# Task details
In full and without changes, output the data.

*** Opening of Dataset records ***

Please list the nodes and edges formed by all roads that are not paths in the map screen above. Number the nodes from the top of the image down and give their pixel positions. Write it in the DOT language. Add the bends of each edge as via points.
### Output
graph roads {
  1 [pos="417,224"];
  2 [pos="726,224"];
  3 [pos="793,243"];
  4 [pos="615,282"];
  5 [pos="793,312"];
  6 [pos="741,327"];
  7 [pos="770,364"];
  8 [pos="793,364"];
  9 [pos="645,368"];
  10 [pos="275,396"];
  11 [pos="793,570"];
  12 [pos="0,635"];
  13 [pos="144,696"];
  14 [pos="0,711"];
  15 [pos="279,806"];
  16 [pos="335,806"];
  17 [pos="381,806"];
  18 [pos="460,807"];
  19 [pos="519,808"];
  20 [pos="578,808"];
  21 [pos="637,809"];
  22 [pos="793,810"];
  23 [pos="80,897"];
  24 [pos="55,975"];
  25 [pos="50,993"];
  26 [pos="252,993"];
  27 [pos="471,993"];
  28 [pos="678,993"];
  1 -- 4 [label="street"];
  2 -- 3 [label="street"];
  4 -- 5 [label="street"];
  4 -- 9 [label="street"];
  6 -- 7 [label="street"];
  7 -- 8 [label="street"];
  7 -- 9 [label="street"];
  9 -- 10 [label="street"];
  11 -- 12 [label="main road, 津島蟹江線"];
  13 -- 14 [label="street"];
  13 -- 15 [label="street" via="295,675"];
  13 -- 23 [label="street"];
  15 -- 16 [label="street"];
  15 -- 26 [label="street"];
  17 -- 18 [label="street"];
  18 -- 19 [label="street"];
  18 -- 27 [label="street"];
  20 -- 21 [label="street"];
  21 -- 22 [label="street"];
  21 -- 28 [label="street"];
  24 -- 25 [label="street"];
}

*** Close of Dataset records ***

# Finished exercise
Please list the nodes and edges formed by all roads that are not paths in the map screen above. Number the nodes from the top of the image down and give their pixel positions. Write it in the DOT language. Add the bends of each edge as via points.
### Output
graph roads {
  1 [pos="417,224"];
  2 [pos="726,224"];
  3 [pos="793,243"];
  4 [pos="615,282"];
  5 [pos="793,312"];
  6 [pos="741,327"];
  7 [pos="770,364"];
  8 [pos="793,364"];
  9 [pos="645,368"];
  10 [pos="275,396"];
  11 [pos="793,570"];
  12 [pos="0,635"];
  13 [pos="144,696"];
  14 [pos="0,711"];
  15 [pos="279,806"];
  16 [pos="335,806"];
  17 [pos="381,806"];
  18 [pos="460,807"];
  19 [pos="519,808"];
  20 [pos="578,808"];
  21 [pos="637,809"];
  22 [pos="793,810"];
  23 [pos="80,897"];
  24 [pos="55,975"];
  25 [pos="50,993"];
  26 [pos="252,993"];
  27 [pos="471,993"];
  28 [pos="678,993"];
  1 -- 4 [label="street"];
  2 -- 3 [label="street"];
  4 -- 5 [label="street"];
  4 -- 9 [label="street"];
  6 -- 7 [label="street"];
  7 -- 8 [label="street"];
  7 -- 9 [label="street"];
  9 -- 10 [label="street"];
  11 -- 12 [label="main road, 津島蟹江線"];
  13 -- 14 [label="street"];
  13 -- 15 [label="street" via="295,675"];
  13 -- 23 [label="street"];
  15 -- 16 [label="street"];
  15 -- 26 [label="street"];
  17 -- 18 [label="street"];
  18 -- 19 [label="street"];
  18 -- 27 [label="street"];
  20 -- 21 [label="street"];
  21 -- 22 [label="street"];
  21 -- 28 [label="street"];
  24 -- 25 [label="street"];
}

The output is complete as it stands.